California Court of Appeals, Second District, Eighth Division
May 21, 2008
No. B190203 (Cal. Ct. App. May. 21, 2008)

Opinion

NOT TO BE PUBLISHED

APPEAL from a judgment of the Superior Court of Los Angeles County No. BA291199.Paul Enright. Temporary Judge. (Pursuant to Cal. Const., art. VI, § 21.)

Roberta Simon, under appointment by the Court of Appeal, for Defendant and Appellant.

Edmund G. Brown Jr., Attorney General, Mary Joe Graves, Chief Assistant Attorney General, Pamela C. Hamanaka, Senior Assistant Attorney General, Robert F. Katz and Robert C. Schneider, Deputy Attorneys General, for Plaintiff and Respondent.


COOPER, P. J.

In his timely appeal, appellant contends that the trial court admitted testimony relating to criminal threats charges that was more prejudicial than probative under Evidence Code section 352, and thereby violated his constitutional rights to due process and a fair trial. He also challenges his sentence on the grounds that conduct credits from his prior conviction were incorrectly calculated, and asks that, as an alternative to reversal, the case be remanded for resentencing. We affirm the convictions and remand for proper calculation of conduct credits and resentencing.

FACTUAL AND PROCEDURAL BACKGROUND

Appellant was charged by information with sixteen felonies, and a jury found him guilty of seven of them: two counts of making criminal threats (Pen. Code § 442; counts 1, 13), one count of attempted kidnapping (§§ 664, 207, subd. (a); count 2), one count of committing corporeal injury on the mother of appellant’s child (§ 273.5, subd. (a); count 3), one count of evading a police officer (Veh. Code § 2800.2, subd. (a); count 9), and two counts of assaulting a police officer (§ 245, subd. (c); counts 11, 12). Appellant waived a jury trial on the allegation of a prior conviction of a serious felony, and on March 24, 2006 the trial court found that prior conviction true. Appellant was sentenced to 19 years and 4 months in state prison.

All further statutory references are to the Penal Code unless otherwise indicated.

On July 26, 2005, appellant called the home of Imelda C., appellant’s former partner, and threatened to kill her and their two children. Jairo P., appellant’s son, answered the phone and put it on speakerphone, and both Imelda and Jairo recognized appellant’s voice on the line. Appellant told Jairo that he was going to kill him and his sister because he planned to kill Imelda and did not want to leave his children without parents. When Imelda spoke up and told appellant not to say that to his son, appellant said he was glad she was listening because he was going to come kill her. After receiving threatening calls from appellant on her cell phone that evening and a couple of days later, Imelda took her children to her brother’s house, and shortly thereafter, fearful that she would be putting her brother’s family at risk by staying there, checked into a motel.

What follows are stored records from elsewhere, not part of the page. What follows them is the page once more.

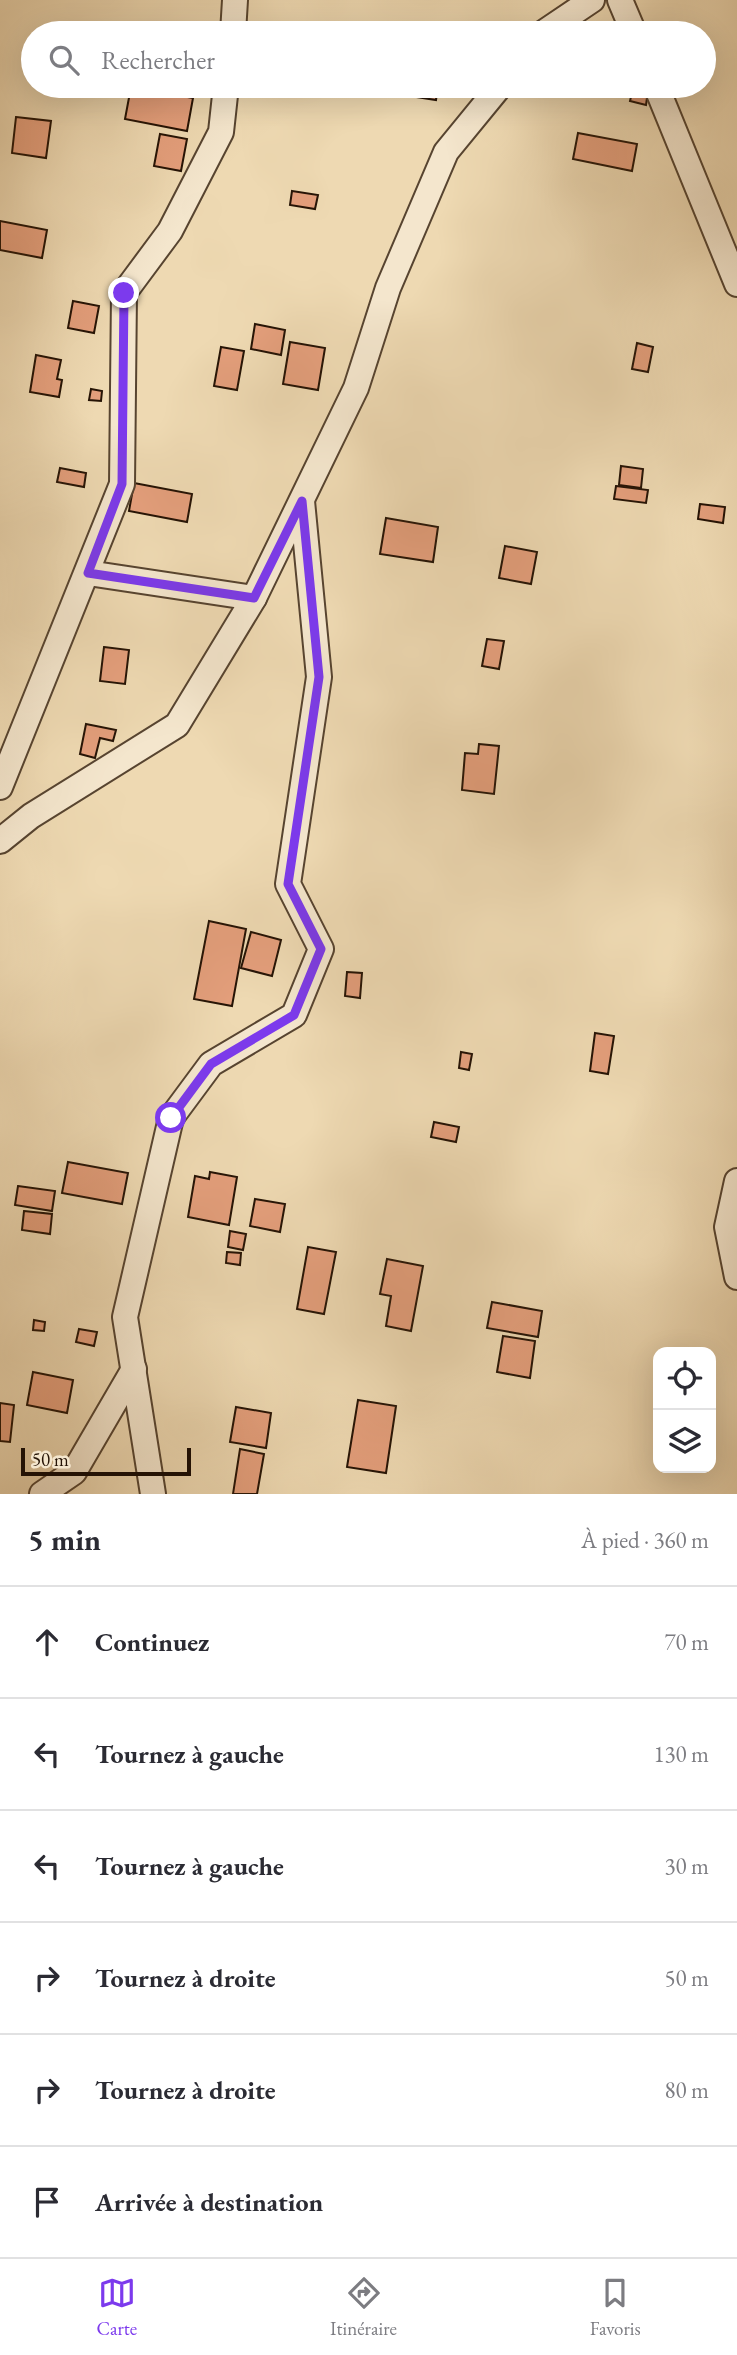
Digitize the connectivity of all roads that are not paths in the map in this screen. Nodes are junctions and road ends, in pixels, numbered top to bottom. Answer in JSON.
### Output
{"nodes":[{"id":1,"x":235,"y":0,"type":"edge"},
{"id":2,"x":592,"y":0,"type":"edge"},
{"id":3,"x":620,"y":0,"type":"edge"},
{"id":4,"x":234,"y":21,"type":"edge"},
{"id":5,"x":561,"y":21,"type":"edge"},
{"id":6,"x":629,"y":21,"type":"edge"},
{"id":7,"x":225,"y":98,"type":"edge"},
{"id":8,"x":490,"y":98,"type":"edge"},
{"id":9,"x":661,"y":98,"type":"edge"},
{"id":10,"x":737,"y":284,"type":"edge"},
{"id":11,"x":302,"y":501,"type":"junction"},
{"id":12,"x":88,"y":573,"type":"junction"},
{"id":13,"x":254,"y":598,"type":"junction"},
{"id":14,"x":0,"y":787,"type":"edge"},
{"id":15,"x":0,"y":841,"type":"edge"},
{"id":16,"x":737,"y":1181,"type":"edge"},
{"id":17,"x":737,"y":1276,"type":"edge"},
{"id":18,"x":134,"y":1369,"type":"junction"},
{"id":19,"x":42,"y":1494,"type":"edge"},
{"id":20,"x":153,"y":1494,"type":"edge"}],
"edges":[{"from":1,"to":4,"type":"street"},
{"from":2,"to":5,"type":"street"},
{"from":3,"to":6,"type":"street"},
{"from":7,"to":12,"type":"street"},
{"from":8,"to":11,"type":"street"},
{"from":9,"to":10,"type":"street"},
{"from":11,"to":13,"type":"street"},
{"from":11,"to":18,"type":"street"},
{"from":12,"to":13,"type":"street"},
{"from":12,"to":14,"type":"street"},
{"from":13,"to":15,"type":"street"},
{"from":16,"to":17,"type":"street"},
{"from":18,"to":19,"type":"street"},
{"from":18,"to":20,"type":"street"}]}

A few days later, Imelda was walking from a bus stop to her workplace when appellant drove by and then stopped his car further down the street. Imelda, upon realizing who was in the car, asked a nearby coworker to stay close to her since she was afraid appellant would hit her. Appellant got out of the car and told Imelda to get in so he could talk to her, but she refused. Appellant grabbed Imelda by her neck and pulled her towards the car while hitting her on the arm. The coworker made appellant let go of Imelda, and appellant ran to his car and drove off.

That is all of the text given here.